My DH has needed things spelled out many times and then changed so that he's now a better husband and father. Likewise, he has sat me down and explained things then I changed.

Often it's a slow process and needs more than one big conversation but it's not impossible for a person to change especially if they are decent and kind at their core.

ItsDinah · 15/09/2022 03:10

Find a gym with a creche. They do exist and take children from 6 weeks. If you really can't go back to work full-time, make sure you have some sort of social activity built into each day. Invite people to your house at weekends and on evenings if he won't keep you company.

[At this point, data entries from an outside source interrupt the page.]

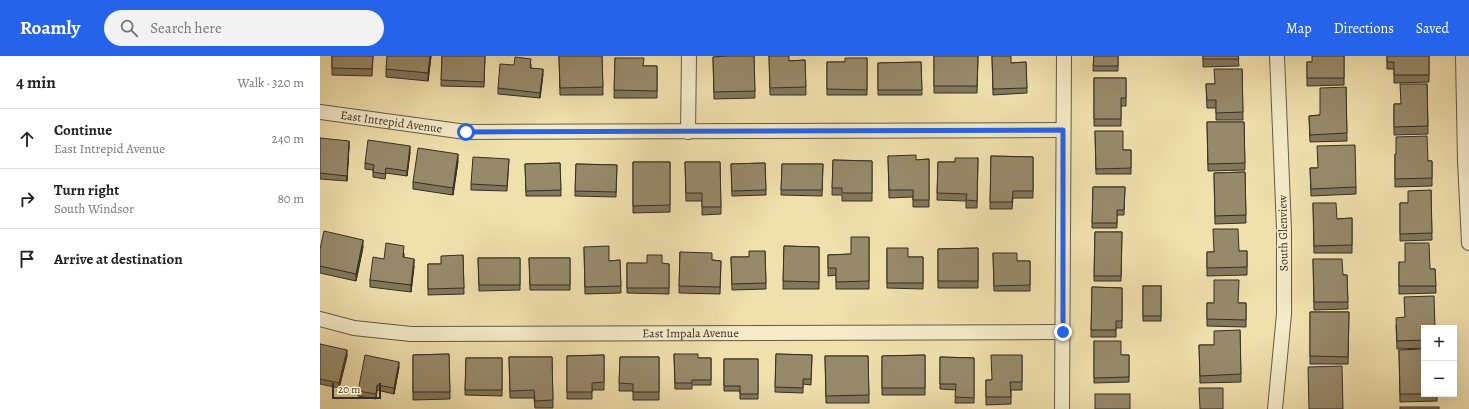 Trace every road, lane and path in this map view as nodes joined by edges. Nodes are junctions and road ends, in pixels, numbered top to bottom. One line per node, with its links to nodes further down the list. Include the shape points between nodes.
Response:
1 (689, 56): 7 (street)
2 (1064, 56): 6 (street)
3 (1277, 56): 13 (street, South Glenview, via 1284,230 1284,314)
4 (1463, 56): 8 (street)
5 (320, 112): 7 (street, East Intrepid Avenue, via 466,132)
6 (1063, 130): 7 (street, East Intrepid Avenue); 11 (street)
7 (688, 132)
8 (1467, 160): 9 (street)
9 (1469, 243)
10 (320, 319): 11 (street, East Impala Avenue, via 354,328 411,334)
11 (1063, 332): 12 (street)
12 (1062, 409)
13 (1275, 409)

Simplehappyzen · 15/09/2022 03:11

Hi OP. I could have written this exact same post 17 years ago. I stuck it out until my son was just over 2 then packed my bags and left. Strangely enough, it was my ex husband that wanted a family more than me but I quickly realised that me being stuck in with no social life had me just where he wanted.

Once I'd left I signed up to a gym where they had fantastic creche facilities and started to have some time for me. ExH previously wouldn't allow me to join! When Iook back I cannot believe the cr@p I put up with. Think long and hard about how you want your future to be.

DarceyG · 15/09/2022 06:50

AnneLovesGilbert · 14/09/2022 21:43

Do you have any advice for how I can try get him to cut down/spend more time with our baby?

No advice would work because he doesn’t want to. He can’t know the baby at all because he’s never even the most basic care so if you go out and leave them you’ll worry the whole time and come home to a traumatised infant and an angry resentful partner.

I don't want him to grow up feeling let down by his dad.

It’s inevitable that he will. Because his dad is a let down.

I've been with my partner for 15 years so have given up hope of him prioritising me but I at least want him to prioritise our baby.

This is heartbreaking. For a decade and a half you’ve been what should be the most important person in his life, the one he should cherish and care for and love. If he hasn’t made an effort to spend time with you why would he bother with a baby he doesn’t know?

Whatever he told you might change you know what he’s like, what he’s always been like, and you’ve been incredibly optimistic to expect he’d have a personality transplant.

I’d rather be lonely on my own than with a man who shows me day in day out he can’t be arsed with me or my child. If you stay with him all you can do is accept who he is - sadly that’s selfish and uncaring.

I am on my own with my 8 year old and I am much less lonely than when I was with my ex.

Cats23 · 15/09/2022 06:56

Just get up and go out,Leave the baby with him.
If that doesnt work- Leave, he won't change

JuneOsborne · 15/09/2022 07:09

This is a vision of your future. You'll be doing all of the parenting and grunt work. All of the pick ups and dropoffs, sitting alone at nativity plays and carrying the mental load of having a home and a family. Decide now if you can do this for the next 18years or so.

bloodyunicorns · 15/09/2022 07:40

So has your h always been like this?

Why did you think he'd change after having a baby?

He sounds irredeemably selfish. I couldn't put up with that. Tell him if you divorce he will have to look after dc at least eow...

He has clearly checked out of family life.

Take back control, decide what YOU want.

economicervix · 15/09/2022 11:35

@bloodyunicorns no divorce needed, if you read the OP you can see he’s just a boyfriend.

The bloke is trash, you knew he didn’t even like you for a decade and a half and sadly chose to inflict him on a kid. A year of child neglect. You should be repulsed. Obviously dump him. Making your kid live with a man who openly could not give a shit about him/her is awful.

bloodyunicorns · 15/09/2022 11:39

Oh yes, sorry @economicervix - makes things much easier.

economicervix · 15/09/2022 11:40

@beebopper6 cool story, so not at all relevant to OPs shitty boyfriend who neglects his kid and does everyone his power to get away from them as much as possible.